## Assignment
All lines in the material with the string "مجید" should be listed.

_ _ _ _ _

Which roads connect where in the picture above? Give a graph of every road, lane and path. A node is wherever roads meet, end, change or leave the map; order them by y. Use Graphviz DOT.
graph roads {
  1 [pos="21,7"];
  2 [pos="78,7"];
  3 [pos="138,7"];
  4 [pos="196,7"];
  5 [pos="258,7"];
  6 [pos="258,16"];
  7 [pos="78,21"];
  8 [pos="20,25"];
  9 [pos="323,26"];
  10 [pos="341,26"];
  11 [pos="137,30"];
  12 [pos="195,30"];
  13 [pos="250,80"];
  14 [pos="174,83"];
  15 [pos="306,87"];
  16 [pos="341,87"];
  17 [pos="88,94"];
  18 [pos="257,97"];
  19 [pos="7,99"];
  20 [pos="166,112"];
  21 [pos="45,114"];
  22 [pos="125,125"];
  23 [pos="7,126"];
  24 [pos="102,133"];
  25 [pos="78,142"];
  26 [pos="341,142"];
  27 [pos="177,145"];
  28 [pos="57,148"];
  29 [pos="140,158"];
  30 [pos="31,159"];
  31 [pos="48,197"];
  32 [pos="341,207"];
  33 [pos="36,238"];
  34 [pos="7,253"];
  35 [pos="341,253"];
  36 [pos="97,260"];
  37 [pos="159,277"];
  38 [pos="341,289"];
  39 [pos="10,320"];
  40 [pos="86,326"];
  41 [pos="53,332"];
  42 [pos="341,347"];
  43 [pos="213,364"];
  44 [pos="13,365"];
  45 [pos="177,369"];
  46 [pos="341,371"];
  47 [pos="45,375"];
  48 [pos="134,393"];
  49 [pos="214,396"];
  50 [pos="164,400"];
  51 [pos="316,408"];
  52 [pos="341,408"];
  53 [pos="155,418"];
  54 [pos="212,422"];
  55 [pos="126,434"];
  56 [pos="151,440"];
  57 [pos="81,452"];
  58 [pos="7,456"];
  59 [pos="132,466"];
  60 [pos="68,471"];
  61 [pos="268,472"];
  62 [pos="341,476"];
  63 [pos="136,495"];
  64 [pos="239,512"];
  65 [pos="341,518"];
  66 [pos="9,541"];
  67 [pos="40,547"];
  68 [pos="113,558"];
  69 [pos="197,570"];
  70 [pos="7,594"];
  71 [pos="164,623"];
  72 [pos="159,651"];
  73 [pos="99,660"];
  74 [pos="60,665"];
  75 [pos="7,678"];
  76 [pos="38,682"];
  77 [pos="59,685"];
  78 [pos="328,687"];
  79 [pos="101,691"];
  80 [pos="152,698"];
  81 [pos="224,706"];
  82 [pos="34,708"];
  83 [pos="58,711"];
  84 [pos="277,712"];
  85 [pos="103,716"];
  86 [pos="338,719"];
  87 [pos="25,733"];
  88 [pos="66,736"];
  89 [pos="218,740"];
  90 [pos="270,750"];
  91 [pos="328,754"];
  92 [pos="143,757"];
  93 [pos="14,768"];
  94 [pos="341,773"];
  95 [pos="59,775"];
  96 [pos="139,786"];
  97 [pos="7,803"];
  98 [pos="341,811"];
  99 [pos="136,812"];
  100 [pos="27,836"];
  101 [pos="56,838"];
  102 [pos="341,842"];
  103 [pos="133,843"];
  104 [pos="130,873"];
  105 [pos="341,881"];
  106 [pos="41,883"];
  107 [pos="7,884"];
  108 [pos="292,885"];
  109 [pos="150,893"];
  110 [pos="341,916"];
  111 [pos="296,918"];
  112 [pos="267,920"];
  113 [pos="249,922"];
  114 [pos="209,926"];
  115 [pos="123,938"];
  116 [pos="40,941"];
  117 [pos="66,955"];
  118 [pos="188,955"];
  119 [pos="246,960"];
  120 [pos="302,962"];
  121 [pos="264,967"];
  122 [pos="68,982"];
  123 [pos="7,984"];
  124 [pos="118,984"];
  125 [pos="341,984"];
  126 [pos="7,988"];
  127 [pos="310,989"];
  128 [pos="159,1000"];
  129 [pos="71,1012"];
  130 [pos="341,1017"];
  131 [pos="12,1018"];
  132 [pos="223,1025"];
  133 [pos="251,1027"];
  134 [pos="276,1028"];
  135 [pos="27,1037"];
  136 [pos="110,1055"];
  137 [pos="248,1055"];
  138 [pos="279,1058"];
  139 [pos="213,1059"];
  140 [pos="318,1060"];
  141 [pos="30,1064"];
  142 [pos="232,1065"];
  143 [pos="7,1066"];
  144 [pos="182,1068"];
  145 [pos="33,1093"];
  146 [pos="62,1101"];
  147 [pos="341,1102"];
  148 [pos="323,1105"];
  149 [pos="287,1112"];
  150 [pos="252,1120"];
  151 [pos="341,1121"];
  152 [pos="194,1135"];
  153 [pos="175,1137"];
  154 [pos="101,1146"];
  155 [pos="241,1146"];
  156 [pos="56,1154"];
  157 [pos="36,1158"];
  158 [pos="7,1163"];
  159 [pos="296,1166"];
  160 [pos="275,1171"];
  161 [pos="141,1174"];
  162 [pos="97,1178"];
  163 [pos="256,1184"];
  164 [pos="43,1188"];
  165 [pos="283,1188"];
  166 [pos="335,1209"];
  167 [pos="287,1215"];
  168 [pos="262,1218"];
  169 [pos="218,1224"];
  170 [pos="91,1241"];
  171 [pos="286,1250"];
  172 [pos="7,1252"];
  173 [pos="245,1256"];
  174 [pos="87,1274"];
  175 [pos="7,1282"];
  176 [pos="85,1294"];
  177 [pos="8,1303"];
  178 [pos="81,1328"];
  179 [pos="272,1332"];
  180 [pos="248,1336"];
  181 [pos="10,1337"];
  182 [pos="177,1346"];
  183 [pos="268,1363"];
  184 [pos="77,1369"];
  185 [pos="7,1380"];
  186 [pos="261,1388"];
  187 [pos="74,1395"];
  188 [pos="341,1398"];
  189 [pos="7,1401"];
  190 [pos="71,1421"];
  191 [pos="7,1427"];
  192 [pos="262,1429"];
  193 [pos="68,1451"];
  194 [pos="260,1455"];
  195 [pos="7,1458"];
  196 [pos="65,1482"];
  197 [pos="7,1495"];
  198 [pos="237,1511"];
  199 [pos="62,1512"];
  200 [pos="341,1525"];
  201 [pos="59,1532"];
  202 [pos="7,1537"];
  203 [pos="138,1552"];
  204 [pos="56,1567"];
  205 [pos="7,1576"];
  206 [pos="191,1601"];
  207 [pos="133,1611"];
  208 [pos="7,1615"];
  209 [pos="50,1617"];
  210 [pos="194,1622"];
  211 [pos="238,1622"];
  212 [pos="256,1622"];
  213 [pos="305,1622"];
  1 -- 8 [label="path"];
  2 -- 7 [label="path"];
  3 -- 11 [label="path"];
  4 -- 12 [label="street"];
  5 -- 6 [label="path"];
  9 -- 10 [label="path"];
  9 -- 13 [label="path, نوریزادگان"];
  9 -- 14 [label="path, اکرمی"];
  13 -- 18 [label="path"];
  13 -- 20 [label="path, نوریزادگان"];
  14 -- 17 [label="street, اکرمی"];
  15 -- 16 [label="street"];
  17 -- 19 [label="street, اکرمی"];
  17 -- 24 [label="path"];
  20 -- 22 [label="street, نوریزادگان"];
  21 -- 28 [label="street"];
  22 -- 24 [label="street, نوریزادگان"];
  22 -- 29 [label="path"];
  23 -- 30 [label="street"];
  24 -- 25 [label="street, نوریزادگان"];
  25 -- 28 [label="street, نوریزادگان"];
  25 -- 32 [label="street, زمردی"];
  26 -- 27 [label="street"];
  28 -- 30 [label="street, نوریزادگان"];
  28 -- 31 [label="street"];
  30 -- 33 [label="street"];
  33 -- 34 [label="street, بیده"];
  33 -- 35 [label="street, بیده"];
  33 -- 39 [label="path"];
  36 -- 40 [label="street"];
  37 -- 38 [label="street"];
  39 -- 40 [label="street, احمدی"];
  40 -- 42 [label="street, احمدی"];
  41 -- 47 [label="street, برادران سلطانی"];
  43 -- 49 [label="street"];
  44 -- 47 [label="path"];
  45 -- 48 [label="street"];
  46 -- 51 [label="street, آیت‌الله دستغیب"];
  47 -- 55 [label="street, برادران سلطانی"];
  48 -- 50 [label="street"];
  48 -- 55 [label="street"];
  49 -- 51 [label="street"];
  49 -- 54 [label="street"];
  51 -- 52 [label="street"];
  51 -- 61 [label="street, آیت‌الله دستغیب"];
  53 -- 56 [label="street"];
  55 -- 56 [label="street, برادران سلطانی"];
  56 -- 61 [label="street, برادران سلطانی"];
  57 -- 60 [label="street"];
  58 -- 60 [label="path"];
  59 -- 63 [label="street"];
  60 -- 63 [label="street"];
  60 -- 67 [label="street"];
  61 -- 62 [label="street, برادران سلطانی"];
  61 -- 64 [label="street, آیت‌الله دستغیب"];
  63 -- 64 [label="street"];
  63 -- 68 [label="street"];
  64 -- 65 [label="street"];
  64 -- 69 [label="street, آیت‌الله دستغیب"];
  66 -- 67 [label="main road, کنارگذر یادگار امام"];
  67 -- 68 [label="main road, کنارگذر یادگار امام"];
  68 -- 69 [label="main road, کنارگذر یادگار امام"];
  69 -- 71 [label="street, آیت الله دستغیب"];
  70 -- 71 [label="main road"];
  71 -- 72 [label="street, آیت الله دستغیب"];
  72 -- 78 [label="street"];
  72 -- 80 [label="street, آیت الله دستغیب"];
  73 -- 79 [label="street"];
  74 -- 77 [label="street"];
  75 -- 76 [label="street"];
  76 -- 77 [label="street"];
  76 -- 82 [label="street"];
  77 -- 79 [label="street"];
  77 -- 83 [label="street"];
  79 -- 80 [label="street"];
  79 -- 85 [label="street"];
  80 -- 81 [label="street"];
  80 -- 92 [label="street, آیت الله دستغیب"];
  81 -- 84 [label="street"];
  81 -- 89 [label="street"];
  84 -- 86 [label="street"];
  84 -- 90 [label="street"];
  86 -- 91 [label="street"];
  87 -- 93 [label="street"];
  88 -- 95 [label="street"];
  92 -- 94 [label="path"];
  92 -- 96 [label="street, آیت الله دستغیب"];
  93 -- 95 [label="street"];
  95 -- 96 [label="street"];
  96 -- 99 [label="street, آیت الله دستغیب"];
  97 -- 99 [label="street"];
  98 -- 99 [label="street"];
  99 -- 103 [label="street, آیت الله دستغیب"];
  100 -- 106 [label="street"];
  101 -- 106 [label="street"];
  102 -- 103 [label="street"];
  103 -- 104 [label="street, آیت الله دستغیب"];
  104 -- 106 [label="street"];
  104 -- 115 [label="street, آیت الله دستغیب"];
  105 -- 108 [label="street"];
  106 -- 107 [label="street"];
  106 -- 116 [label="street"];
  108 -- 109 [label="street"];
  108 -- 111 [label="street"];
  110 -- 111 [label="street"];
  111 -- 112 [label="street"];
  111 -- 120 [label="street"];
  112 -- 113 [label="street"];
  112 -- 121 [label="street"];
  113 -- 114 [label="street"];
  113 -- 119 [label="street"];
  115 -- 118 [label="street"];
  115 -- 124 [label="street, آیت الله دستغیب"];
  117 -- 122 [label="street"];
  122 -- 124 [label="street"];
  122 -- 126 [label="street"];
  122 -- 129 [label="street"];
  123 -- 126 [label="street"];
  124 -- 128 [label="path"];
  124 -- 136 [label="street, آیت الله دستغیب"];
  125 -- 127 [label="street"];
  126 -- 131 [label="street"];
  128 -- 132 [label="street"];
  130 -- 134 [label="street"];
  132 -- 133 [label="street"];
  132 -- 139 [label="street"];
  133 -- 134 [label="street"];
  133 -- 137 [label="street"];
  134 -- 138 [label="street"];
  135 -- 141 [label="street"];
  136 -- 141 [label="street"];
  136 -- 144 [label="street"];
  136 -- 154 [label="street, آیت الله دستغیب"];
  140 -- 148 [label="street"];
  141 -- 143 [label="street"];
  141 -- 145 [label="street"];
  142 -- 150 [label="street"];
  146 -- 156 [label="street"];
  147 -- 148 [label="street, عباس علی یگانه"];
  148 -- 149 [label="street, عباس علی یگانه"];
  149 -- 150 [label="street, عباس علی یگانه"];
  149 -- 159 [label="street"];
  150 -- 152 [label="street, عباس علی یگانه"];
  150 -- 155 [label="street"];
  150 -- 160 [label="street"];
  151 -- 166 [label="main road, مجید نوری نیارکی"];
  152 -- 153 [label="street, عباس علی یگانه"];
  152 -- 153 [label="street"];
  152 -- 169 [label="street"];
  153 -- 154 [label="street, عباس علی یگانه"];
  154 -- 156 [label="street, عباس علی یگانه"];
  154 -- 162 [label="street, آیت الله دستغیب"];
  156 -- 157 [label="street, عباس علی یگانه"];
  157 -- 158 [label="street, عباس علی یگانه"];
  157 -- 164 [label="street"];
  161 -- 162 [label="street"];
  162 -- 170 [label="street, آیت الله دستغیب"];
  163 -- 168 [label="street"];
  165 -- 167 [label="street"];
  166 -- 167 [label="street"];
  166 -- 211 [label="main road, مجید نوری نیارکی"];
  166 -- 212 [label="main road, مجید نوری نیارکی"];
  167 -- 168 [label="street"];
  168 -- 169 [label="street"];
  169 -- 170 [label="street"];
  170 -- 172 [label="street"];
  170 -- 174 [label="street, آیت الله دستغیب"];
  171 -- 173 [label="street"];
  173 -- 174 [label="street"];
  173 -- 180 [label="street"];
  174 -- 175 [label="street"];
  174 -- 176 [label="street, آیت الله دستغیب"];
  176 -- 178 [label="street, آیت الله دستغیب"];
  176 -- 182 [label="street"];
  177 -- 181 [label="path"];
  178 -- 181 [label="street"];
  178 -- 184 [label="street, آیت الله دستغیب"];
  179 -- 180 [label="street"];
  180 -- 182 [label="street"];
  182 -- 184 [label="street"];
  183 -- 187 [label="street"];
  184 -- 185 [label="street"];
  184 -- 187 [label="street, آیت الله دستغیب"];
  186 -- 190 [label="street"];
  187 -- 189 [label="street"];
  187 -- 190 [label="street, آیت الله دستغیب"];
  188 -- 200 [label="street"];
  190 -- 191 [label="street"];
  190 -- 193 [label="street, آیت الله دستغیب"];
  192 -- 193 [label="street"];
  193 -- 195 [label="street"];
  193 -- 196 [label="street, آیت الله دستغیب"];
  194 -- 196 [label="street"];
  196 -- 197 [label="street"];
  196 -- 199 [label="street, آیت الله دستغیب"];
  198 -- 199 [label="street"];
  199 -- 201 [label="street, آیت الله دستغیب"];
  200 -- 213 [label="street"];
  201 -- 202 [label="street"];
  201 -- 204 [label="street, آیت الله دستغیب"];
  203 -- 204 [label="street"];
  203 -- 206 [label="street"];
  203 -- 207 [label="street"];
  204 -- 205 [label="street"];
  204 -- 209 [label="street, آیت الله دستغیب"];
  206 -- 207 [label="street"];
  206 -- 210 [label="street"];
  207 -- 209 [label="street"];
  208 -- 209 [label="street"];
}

_ _ _ _ _

## Task result
  151 -- 166 [label="main road, مجید نوری نیارکی"];
  166 -- 211 [label="main road, مجید نوری نیارکی"];
  166 -- 212 [label="main road, مجید نوری نیارکی"];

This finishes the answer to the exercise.